矢板明夫の中国点描

香港の新疆化を狙う習政権

24日、香港の繁華街コーズウェイベイ(銅鑼湾)に集まったデモ参加者ら(共同)
24日、香港の繁華街コーズウェイベイ(銅鑼湾)に集まったデモ参加者ら(共同)

 「50年不変」(50年変えない)という言葉が1997年ごろ、中国で流行語となった。同年7月1日の香港返還の際、中国政府は「香港の資本主義制度と高度な自治を50年変えない」と宣言。つまり2047年まで香港の内政に口を出さないことを約束した。このことは一般市民の間でも大きな話題となり、「今の気持ちは50年変えない」は、当時の男性が恋人にプロポーズする際の決めゼリフにもなったといわれる。

 あれから23年。中国は当時の約束をほごにしようとしている。22日に開幕した中国の全国人民代表大会(全人代=国会に相当)で、市民の基本的人権に制限を加える「国家安全法」を香港に導入する方針を固めた。

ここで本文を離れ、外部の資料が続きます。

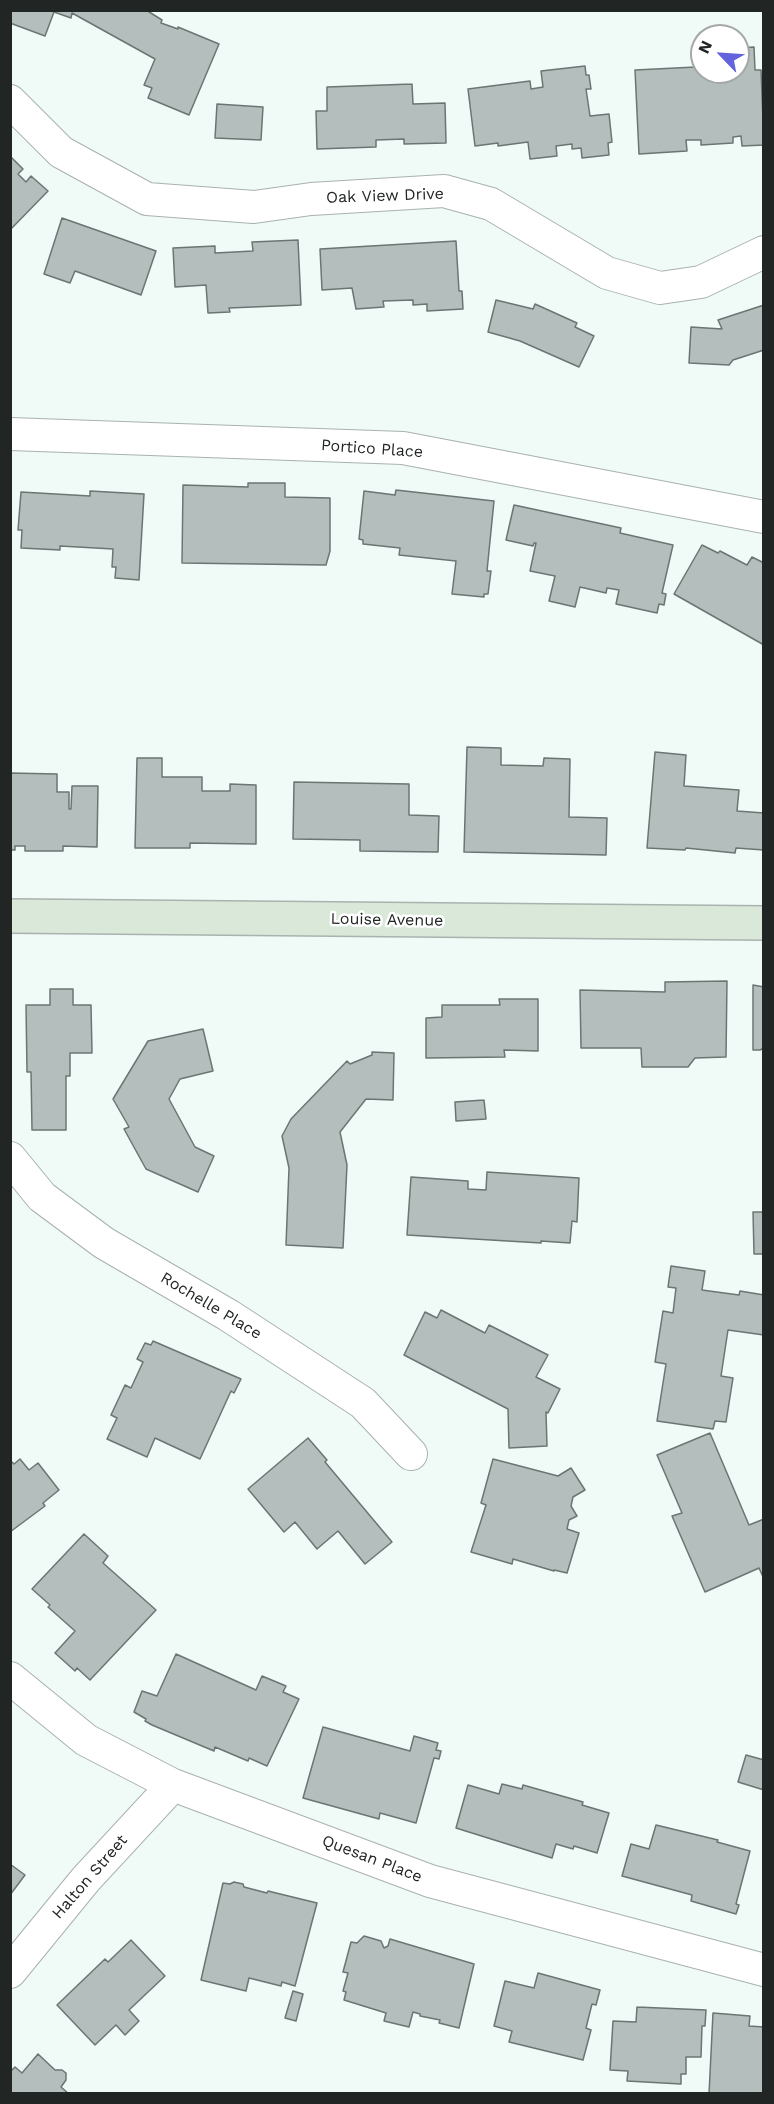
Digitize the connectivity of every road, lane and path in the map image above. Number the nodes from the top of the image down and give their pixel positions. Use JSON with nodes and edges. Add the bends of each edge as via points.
{"nodes":[{"id":1,"x":10,"y":101,"type":"edge"},
{"id":2,"x":764,"y":252,"type":"edge"},
{"id":3,"x":10,"y":434,"type":"edge"},
{"id":4,"x":764,"y":517,"type":"edge"},
{"id":5,"x":10,"y":916,"type":"edge"},
{"id":6,"x":764,"y":923,"type":"edge"},
{"id":7,"x":10,"y":1158,"type":"edge"},
{"id":8,"x":411,"y":1454,"type":"dead end"},
{"id":9,"x":10,"y":1678,"type":"edge"},
{"id":10,"x":173,"y":1785,"type":"junction"},
{"id":11,"x":764,"y":1970,"type":"edge"},
{"id":12,"x":10,"y":1972,"type":"edge"}],
"edges":[{"from":1,"to":2,"type":"street","name":"Oak View Drive","via":[[61,152],[147,199],[254,207],[311,199],[444,191],[491,204],[608,273],[660,288],[701,282]]},
{"from":3,"to":4,"type":"street","name":"Portico Place","via":[[403,448]]},
{"from":5,"to":6,"type":"street","name":"Louise Avenue"},
{"from":7,"to":8,"type":"street","name":"Rochelle Place","via":[[42,1197],[104,1243],[228,1315],[363,1403]]},
{"from":9,"to":10,"type":"street","name":"Quesan Place","via":[[86,1740]]},
{"from":10,"to":11,"type":"street","name":"Quesan Place","via":[[430,1881]]},
{"from":10,"to":12,"type":"street","name":"Halton Street","via":[[86,1879]]}]}
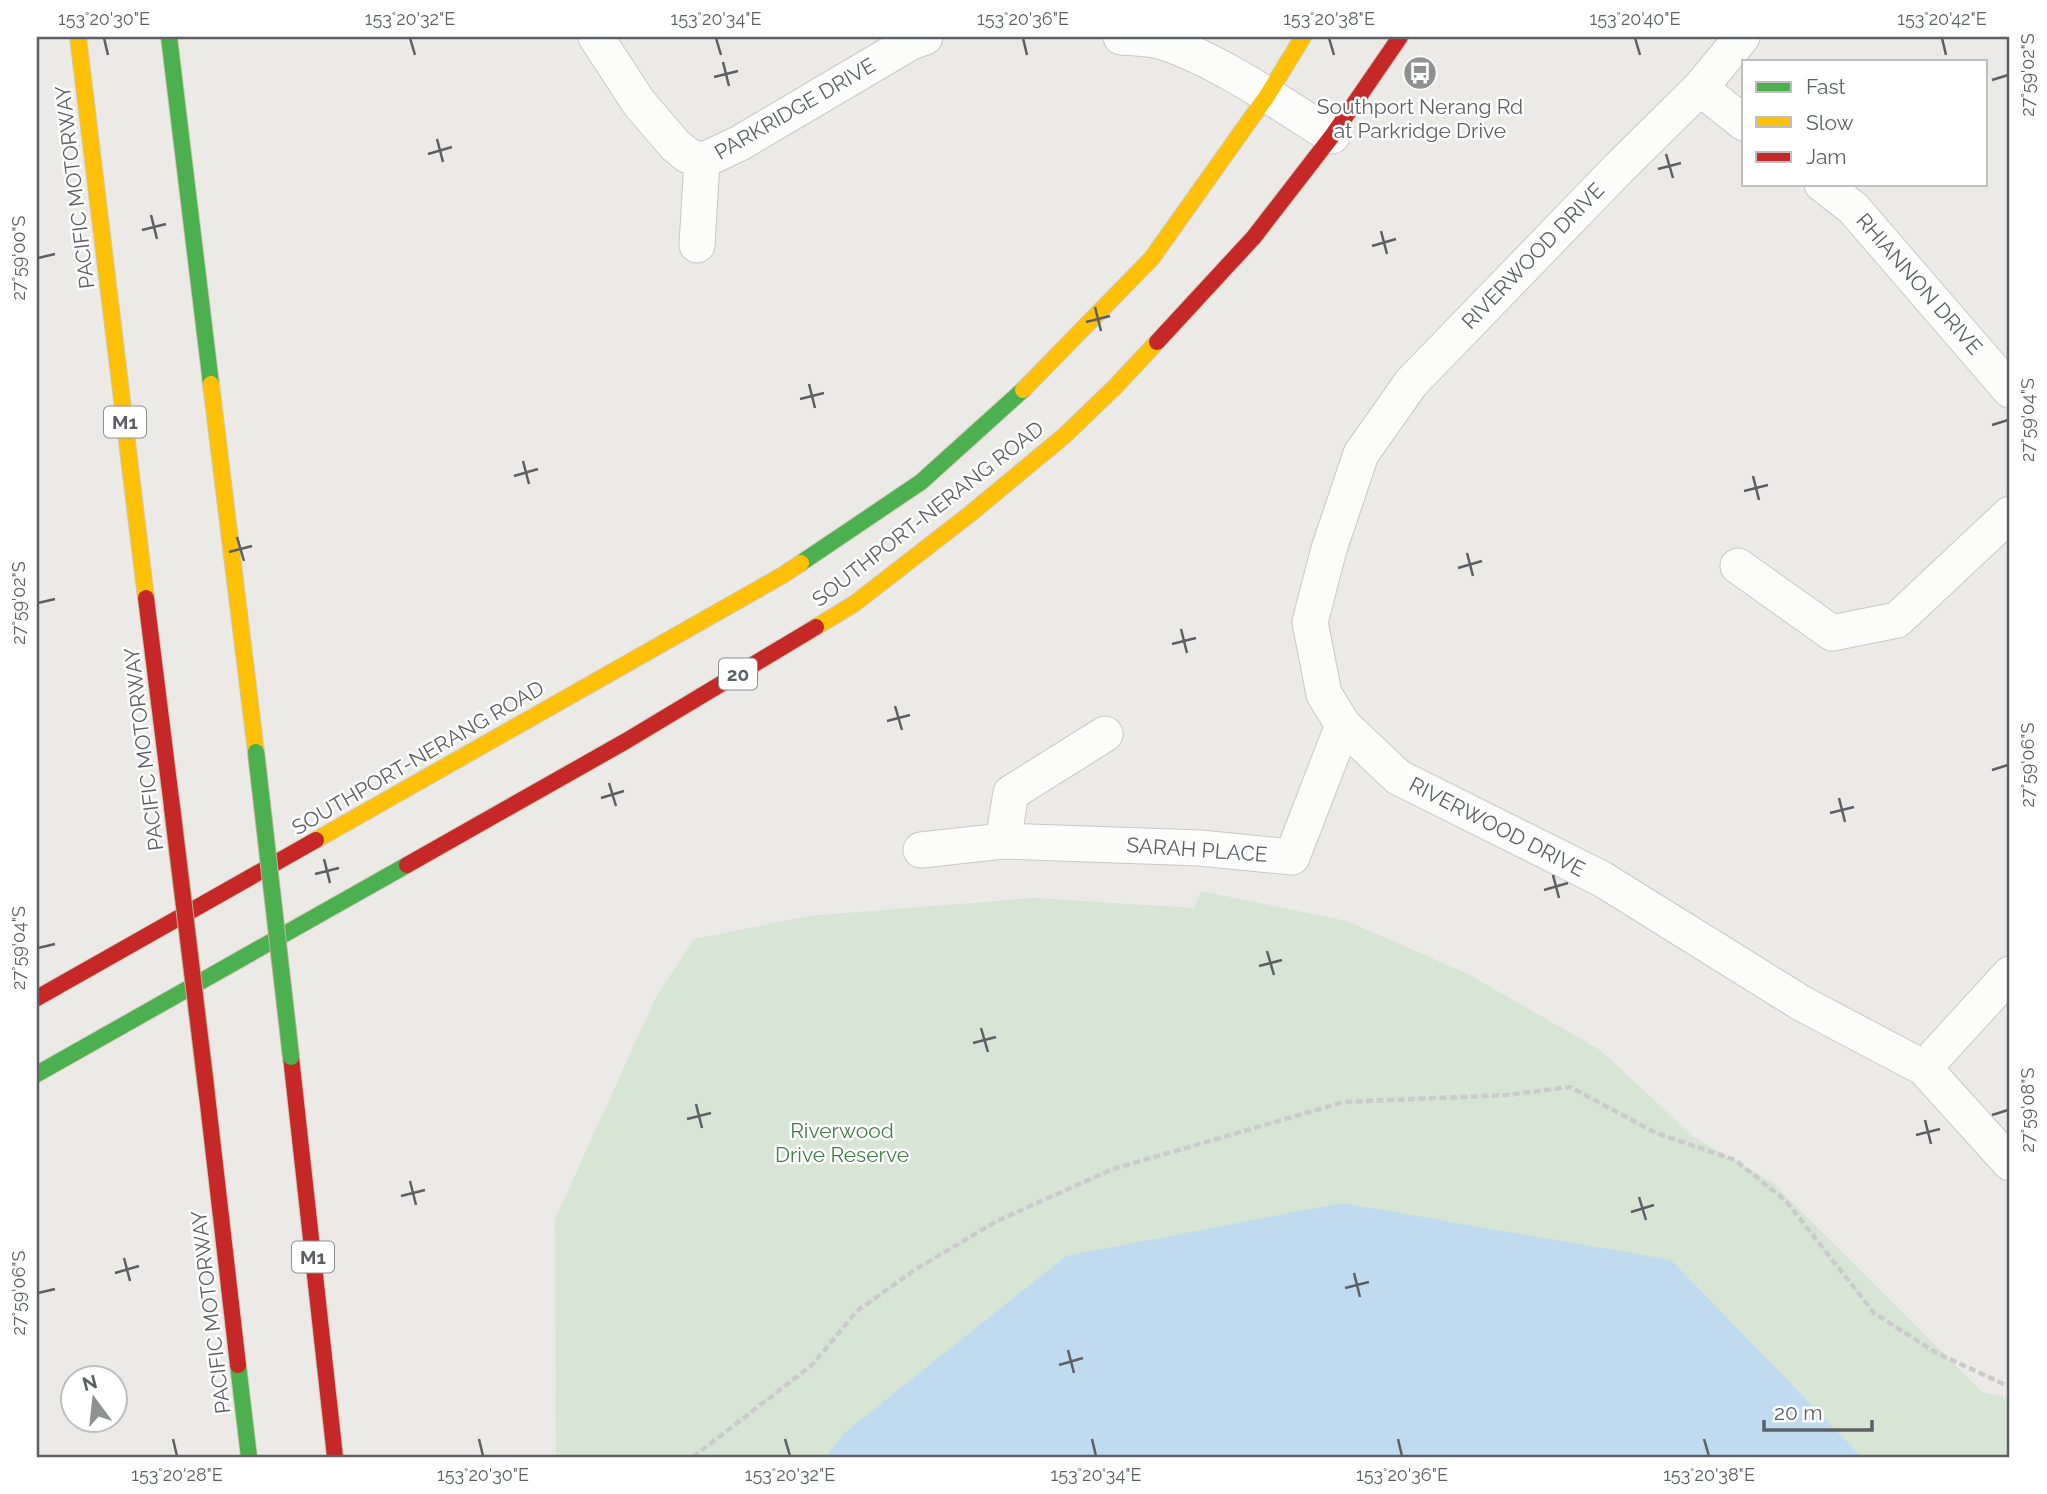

香港市民は当然ながら猛反発し、国際社会からも中国への批判が殺到しているが、習近平政権は全く意に介さず粛々と法案の審議を進め、早ければ6月中にも成立する運びだ。

 約束を公然と破ることによる中国の国家イメージに与えるマイナスは大きい。今後、諸外国と外交交渉をする際、中国は何を言っても信じてもらえなくなる。昨年夏に盛り上がった香港の反政府デモはすでにピークを過ぎており、この時期に法案を無理やり通そうとする習近平政権の動機には不可解なところがある。